The soundtrack on the other hand could've used some tweaking. Not that it is bad or insufficient, but I felt it simply didn't add enough to the overall atmosphere. A film like this in particular could've benefited from a tighter and more atmospheric score. Luckily the acting is strong, with a convincing main cast and a range of decent secondary performances. Definitely helpful in bringing some extra depth to the dramatic stretches of the film.

screen capture of Goth

Apart from the lush visuals Goth knows to impress with an interesting set of characters and an unusual course for its leads. It might be a little hard to grasp their motivations (unless you have a fascination by the morbid yourself), at the same time it adds a mysterious feel, making sure the audience is keen to find out what's coming next. It's not the first film putting people in pursuit of a serial killer, but their self-serving motivations give a nice twist to the film.

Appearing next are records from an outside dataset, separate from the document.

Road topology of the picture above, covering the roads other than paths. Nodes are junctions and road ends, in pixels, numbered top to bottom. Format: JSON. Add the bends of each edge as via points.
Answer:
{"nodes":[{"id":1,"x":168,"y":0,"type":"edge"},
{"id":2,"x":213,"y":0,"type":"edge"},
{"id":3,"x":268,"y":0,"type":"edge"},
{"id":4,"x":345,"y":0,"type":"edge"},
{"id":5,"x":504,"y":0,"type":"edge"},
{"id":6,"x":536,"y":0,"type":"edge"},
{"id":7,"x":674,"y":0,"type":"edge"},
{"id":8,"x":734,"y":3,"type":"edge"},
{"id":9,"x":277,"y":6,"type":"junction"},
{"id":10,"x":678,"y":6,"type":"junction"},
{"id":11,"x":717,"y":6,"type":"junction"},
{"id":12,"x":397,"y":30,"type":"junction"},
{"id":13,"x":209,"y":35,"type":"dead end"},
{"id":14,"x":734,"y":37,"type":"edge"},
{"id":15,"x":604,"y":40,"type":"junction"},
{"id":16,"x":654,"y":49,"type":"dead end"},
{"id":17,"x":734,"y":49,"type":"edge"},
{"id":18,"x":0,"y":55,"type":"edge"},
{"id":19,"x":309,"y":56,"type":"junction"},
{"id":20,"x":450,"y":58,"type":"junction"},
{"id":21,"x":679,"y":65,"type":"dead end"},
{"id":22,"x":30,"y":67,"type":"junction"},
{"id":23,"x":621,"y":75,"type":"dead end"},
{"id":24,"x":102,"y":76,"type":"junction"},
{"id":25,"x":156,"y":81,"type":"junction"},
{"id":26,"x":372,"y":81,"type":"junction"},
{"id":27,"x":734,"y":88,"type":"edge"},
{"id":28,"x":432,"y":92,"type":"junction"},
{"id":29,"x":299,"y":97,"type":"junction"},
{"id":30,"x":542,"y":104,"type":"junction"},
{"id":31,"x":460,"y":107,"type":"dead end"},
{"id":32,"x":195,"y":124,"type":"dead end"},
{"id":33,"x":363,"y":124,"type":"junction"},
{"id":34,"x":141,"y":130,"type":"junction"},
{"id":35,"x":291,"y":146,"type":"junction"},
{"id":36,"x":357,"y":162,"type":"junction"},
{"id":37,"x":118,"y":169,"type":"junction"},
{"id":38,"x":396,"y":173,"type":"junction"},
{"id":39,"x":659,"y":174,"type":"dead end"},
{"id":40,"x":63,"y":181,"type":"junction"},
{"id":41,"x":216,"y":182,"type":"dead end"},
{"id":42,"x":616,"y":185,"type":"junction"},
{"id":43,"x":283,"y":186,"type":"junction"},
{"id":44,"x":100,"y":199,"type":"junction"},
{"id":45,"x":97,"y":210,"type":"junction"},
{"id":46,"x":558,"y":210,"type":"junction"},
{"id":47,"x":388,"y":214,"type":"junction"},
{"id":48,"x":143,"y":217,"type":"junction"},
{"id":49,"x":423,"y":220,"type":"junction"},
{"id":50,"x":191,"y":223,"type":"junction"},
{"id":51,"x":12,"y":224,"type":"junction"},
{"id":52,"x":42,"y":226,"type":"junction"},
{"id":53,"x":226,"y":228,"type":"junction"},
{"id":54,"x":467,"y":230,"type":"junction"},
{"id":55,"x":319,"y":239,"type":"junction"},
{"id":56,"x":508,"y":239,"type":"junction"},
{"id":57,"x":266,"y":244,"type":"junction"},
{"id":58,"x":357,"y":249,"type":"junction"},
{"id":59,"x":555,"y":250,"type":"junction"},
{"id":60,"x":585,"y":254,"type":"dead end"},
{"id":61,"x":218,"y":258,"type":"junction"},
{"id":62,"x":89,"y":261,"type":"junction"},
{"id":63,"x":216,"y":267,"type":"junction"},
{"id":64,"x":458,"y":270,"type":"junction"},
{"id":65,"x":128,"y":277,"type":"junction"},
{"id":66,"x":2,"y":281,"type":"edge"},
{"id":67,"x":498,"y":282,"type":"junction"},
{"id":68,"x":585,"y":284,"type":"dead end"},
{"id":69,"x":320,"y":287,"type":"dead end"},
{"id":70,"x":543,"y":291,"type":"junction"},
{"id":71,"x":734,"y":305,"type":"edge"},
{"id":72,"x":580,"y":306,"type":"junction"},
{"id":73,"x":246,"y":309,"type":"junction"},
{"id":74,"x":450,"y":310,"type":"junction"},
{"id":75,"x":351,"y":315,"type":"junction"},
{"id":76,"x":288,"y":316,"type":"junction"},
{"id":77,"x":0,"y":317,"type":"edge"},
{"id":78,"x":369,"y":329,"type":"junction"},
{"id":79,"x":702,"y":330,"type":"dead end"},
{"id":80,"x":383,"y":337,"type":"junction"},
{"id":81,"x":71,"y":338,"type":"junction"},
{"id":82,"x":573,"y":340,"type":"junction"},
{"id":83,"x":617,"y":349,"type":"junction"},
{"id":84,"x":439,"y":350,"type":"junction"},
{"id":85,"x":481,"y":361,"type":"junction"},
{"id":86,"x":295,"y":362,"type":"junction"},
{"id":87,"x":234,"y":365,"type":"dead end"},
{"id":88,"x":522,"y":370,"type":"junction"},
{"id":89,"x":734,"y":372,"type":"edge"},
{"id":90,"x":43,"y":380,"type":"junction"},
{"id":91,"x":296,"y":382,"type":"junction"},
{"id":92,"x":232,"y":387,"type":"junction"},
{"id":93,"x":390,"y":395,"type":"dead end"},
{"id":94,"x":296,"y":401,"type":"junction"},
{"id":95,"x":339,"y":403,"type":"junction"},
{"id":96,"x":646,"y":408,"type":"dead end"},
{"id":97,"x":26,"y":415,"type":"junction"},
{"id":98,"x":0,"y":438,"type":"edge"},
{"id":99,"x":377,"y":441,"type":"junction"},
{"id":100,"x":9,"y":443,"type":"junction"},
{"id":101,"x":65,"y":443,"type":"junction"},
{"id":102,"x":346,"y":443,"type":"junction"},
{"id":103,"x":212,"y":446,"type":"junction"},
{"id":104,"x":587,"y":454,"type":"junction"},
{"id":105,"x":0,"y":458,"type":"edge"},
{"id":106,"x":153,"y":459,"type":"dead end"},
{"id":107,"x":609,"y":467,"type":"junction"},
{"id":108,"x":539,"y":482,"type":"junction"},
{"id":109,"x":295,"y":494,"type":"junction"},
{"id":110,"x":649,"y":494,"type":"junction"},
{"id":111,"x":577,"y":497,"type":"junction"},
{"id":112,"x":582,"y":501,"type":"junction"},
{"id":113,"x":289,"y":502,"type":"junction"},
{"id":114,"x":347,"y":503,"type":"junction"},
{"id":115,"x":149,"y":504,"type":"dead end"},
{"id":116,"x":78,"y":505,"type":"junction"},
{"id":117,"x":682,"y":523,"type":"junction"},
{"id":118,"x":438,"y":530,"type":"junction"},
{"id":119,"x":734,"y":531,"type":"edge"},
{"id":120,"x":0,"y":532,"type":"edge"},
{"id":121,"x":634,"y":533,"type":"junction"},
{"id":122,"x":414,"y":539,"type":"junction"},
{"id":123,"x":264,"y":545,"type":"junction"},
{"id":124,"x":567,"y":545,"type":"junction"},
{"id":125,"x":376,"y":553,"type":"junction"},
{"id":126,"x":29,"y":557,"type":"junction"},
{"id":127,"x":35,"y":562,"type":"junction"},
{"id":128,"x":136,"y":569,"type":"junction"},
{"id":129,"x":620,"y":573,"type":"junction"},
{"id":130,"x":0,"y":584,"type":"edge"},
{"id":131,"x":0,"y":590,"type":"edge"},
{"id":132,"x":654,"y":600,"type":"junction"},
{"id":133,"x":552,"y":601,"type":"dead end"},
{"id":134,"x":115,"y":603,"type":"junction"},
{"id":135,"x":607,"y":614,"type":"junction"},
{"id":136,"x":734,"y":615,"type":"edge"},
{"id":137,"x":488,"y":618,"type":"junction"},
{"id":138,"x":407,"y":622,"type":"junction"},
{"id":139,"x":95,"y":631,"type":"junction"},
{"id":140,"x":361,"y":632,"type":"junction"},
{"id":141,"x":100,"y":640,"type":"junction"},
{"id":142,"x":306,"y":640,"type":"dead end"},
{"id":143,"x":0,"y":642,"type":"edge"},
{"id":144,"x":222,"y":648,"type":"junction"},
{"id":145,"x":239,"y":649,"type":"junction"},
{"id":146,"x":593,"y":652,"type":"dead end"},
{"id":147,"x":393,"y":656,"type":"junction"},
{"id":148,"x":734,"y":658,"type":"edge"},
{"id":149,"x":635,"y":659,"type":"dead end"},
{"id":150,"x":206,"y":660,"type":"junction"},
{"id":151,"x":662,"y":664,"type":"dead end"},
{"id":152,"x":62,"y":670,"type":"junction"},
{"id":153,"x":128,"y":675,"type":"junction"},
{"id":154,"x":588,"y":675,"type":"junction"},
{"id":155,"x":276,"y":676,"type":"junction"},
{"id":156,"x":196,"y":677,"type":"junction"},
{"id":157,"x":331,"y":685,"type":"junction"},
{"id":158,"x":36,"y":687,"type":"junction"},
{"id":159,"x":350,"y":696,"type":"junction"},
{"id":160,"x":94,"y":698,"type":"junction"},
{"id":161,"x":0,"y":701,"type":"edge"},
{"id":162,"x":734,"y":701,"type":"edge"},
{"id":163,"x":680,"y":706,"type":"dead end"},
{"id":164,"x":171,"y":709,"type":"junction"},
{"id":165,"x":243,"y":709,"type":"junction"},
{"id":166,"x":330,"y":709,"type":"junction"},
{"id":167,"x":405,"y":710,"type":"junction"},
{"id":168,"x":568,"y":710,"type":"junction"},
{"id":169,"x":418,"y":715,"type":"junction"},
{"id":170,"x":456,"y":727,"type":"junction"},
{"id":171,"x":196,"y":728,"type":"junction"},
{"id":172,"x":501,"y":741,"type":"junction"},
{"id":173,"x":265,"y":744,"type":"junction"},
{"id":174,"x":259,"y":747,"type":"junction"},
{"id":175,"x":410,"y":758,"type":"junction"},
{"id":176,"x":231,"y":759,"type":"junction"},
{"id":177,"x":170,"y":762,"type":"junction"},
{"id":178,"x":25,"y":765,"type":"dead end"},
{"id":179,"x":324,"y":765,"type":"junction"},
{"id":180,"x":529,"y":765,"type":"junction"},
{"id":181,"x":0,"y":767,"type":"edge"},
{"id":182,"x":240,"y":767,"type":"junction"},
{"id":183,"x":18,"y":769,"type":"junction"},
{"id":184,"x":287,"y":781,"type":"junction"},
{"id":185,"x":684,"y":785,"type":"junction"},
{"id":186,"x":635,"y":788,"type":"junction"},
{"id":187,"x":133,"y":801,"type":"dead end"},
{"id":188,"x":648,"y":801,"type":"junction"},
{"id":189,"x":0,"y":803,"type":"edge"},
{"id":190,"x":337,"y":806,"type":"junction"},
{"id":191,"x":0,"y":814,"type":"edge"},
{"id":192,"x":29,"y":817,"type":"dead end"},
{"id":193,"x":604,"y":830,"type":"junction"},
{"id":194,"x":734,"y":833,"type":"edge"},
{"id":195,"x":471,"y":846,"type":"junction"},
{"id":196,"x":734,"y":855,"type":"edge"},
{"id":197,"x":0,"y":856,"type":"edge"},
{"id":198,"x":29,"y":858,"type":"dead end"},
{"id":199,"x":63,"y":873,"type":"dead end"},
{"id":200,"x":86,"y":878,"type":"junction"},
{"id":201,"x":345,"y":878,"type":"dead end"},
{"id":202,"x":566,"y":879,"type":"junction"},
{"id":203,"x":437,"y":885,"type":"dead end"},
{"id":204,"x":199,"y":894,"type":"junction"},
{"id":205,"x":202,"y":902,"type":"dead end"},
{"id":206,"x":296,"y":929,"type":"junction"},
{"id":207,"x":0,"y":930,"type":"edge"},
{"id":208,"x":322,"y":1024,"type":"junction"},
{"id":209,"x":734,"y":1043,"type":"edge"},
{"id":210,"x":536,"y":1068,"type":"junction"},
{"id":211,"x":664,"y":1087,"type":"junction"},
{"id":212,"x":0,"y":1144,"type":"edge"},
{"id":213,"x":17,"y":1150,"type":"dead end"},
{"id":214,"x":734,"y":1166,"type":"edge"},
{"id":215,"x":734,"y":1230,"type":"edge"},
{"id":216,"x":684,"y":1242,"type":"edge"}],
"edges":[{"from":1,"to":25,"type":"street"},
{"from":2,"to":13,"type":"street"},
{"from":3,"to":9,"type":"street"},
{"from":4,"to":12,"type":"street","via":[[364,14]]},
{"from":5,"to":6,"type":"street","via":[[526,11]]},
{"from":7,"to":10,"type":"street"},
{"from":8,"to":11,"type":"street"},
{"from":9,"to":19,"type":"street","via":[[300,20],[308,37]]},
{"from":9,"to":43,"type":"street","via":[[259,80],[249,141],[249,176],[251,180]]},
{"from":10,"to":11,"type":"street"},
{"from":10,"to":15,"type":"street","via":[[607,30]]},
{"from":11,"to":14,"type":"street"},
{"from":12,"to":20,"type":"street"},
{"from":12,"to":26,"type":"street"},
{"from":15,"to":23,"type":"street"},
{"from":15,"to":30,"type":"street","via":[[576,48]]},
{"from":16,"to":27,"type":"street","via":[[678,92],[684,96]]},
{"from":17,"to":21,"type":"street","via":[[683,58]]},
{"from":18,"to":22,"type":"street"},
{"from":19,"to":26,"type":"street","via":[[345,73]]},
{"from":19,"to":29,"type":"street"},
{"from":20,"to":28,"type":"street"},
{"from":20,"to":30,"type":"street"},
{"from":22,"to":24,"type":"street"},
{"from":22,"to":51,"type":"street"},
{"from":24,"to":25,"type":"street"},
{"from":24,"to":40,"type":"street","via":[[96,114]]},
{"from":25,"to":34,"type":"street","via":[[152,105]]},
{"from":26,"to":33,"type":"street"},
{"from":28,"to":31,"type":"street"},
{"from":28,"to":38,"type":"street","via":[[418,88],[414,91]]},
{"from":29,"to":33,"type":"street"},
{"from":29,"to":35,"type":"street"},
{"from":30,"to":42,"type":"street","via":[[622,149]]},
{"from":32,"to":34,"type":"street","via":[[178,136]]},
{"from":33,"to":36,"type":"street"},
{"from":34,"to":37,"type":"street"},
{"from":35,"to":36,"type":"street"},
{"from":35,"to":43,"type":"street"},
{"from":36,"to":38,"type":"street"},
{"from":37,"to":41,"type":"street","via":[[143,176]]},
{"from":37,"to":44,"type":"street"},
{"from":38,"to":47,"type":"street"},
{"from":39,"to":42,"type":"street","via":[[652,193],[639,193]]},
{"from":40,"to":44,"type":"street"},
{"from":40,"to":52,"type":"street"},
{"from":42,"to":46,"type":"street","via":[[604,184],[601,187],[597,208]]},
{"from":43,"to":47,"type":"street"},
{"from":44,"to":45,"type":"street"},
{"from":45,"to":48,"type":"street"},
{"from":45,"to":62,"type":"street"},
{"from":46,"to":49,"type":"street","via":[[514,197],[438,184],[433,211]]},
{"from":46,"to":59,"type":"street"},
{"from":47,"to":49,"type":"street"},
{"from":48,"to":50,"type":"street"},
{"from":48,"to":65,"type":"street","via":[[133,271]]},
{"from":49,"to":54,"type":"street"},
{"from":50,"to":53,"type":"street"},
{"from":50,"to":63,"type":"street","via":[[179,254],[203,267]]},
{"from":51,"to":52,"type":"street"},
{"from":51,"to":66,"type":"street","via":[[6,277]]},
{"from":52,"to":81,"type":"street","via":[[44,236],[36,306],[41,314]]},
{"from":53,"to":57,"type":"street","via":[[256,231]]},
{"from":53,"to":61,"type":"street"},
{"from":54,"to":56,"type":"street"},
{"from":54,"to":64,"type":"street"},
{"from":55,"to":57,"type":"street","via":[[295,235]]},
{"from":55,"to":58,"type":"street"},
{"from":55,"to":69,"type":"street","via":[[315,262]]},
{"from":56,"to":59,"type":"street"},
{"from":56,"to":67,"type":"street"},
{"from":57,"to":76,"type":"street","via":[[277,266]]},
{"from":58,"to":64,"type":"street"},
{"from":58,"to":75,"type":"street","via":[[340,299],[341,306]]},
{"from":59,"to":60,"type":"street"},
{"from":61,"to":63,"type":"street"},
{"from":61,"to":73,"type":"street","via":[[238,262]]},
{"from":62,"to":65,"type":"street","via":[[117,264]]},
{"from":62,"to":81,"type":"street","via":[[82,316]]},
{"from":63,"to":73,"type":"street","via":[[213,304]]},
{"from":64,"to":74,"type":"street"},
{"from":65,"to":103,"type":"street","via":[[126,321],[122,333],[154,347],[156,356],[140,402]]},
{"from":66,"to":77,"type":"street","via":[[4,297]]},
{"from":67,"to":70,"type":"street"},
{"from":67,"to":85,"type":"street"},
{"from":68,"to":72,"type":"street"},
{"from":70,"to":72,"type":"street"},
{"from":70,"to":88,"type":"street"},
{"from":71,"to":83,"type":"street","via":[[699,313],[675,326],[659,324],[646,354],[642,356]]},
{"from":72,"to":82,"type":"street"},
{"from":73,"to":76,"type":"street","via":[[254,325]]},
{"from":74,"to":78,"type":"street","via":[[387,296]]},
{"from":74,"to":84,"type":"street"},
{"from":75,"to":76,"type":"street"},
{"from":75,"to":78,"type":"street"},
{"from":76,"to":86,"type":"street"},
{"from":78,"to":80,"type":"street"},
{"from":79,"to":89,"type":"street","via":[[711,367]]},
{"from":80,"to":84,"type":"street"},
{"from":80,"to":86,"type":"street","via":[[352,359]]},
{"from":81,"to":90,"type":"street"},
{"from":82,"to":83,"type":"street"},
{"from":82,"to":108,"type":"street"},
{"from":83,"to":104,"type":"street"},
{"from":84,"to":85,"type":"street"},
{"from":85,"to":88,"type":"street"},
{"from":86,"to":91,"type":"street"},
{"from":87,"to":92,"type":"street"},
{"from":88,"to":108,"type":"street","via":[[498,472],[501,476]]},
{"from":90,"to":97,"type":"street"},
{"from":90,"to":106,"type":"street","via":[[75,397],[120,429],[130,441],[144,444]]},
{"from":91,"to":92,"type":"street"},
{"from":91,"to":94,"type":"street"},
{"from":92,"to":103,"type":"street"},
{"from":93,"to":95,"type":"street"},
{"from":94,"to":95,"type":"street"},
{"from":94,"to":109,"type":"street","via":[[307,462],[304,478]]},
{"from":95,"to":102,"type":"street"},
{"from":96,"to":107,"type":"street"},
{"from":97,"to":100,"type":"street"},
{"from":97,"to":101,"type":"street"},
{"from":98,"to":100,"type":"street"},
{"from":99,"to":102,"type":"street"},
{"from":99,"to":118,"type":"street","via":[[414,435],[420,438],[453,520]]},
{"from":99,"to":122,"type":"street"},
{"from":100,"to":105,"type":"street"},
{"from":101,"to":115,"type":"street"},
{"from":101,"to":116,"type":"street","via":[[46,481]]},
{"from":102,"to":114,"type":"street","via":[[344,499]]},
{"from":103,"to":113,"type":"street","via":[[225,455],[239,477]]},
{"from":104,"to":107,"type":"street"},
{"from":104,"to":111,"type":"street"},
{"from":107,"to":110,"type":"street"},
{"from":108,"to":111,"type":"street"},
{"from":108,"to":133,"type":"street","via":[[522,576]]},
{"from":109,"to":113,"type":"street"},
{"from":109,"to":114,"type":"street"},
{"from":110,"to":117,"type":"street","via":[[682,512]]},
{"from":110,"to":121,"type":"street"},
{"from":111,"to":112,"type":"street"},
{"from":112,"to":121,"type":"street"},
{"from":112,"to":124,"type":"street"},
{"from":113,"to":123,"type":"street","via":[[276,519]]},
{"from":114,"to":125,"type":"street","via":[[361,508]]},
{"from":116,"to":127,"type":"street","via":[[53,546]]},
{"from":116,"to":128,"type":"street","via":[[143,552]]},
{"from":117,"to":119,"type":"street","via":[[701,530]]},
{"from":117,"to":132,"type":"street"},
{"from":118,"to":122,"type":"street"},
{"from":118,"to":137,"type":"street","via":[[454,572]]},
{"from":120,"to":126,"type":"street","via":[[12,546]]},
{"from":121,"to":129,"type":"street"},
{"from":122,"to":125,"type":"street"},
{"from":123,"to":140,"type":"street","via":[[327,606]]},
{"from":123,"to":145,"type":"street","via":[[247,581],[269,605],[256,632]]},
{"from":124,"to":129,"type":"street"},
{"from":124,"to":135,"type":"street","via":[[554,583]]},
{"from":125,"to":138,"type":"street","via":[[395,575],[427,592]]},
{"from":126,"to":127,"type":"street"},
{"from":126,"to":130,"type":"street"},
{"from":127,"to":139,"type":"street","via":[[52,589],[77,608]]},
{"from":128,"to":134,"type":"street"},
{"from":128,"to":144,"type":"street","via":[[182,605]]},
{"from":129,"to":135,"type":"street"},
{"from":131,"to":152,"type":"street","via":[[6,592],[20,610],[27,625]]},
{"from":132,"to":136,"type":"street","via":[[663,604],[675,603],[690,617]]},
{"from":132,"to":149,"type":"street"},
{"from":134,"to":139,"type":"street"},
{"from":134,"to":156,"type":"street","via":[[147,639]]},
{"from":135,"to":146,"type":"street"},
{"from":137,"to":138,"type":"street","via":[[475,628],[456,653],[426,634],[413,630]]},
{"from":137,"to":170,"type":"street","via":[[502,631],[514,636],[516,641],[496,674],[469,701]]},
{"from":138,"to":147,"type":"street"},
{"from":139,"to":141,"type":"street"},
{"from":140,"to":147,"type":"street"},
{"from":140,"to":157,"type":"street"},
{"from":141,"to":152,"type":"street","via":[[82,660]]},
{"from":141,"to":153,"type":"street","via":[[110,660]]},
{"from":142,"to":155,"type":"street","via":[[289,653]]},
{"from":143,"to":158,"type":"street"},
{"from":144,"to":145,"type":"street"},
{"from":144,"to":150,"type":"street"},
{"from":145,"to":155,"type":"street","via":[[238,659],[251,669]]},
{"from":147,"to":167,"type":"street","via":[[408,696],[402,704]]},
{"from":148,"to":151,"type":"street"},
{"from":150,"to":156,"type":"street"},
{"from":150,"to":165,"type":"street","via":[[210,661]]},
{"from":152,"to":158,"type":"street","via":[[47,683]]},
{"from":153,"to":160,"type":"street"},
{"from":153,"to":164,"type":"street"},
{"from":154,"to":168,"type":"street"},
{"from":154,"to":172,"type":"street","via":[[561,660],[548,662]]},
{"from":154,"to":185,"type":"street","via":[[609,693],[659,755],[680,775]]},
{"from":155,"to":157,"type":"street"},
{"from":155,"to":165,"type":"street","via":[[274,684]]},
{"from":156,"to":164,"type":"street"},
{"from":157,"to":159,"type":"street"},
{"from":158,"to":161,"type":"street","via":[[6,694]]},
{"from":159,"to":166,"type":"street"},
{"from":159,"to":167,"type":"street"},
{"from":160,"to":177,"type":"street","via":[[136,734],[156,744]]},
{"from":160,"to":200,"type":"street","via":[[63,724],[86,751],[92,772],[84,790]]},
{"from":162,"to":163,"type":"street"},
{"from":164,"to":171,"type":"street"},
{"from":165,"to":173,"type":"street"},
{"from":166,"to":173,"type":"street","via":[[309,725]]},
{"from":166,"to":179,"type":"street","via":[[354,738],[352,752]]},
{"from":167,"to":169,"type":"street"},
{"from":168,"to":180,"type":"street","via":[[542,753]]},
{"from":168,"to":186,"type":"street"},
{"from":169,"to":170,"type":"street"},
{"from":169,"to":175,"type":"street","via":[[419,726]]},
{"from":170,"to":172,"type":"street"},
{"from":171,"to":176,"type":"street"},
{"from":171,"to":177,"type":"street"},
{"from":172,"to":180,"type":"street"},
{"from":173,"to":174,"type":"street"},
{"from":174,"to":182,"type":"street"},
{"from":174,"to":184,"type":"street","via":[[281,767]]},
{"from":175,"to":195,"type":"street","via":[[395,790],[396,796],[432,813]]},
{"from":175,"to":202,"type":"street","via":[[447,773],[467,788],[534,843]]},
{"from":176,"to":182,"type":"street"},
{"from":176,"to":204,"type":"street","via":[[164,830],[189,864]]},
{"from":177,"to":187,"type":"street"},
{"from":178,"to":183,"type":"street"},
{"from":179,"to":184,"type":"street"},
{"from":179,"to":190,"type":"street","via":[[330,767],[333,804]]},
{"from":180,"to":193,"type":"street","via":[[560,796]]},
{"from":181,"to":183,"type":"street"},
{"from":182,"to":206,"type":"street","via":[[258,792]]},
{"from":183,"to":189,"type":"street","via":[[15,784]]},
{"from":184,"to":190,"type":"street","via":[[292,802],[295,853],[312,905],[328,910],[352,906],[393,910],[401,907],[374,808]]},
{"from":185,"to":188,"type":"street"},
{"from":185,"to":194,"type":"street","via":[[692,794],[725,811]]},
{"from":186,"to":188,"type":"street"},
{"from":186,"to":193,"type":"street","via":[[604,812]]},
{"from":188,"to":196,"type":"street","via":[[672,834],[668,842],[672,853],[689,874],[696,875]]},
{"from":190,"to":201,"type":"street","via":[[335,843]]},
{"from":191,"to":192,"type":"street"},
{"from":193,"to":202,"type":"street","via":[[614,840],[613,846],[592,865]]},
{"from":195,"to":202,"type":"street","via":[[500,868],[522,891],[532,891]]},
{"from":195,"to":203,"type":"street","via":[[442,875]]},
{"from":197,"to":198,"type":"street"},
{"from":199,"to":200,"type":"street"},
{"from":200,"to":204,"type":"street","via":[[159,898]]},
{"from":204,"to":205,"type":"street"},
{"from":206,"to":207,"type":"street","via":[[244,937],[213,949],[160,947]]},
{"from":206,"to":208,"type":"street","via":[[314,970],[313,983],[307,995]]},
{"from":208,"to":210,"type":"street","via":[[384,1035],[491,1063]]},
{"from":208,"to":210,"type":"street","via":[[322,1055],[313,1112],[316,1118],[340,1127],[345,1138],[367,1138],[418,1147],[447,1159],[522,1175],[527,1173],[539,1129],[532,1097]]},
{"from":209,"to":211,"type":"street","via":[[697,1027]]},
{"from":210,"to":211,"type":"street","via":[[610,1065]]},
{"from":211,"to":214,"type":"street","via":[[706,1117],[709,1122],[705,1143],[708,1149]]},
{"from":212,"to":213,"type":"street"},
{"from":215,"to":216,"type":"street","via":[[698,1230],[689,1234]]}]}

The finale is quite perfect, concluding the film without too many loose end yet keeping a few lingering questions. The little twist at the end might not be all that necessary but it is eclipsed by the general tone of the climax. Tension and drama are nicely blended to conclude both parts of the film in a pretty satisfactory manner.

Goth is a strong film, elegantly transporting its audience to the universe of two unique individuals finding each other in a world that isn't really their own. Helped by strong performances and superb styling, Takahashi created an interesting mix of drama and thriller elements with a unique twist. Hopefully the film will go on to find the audience it deserves, seeing and judging the film for what it actually is.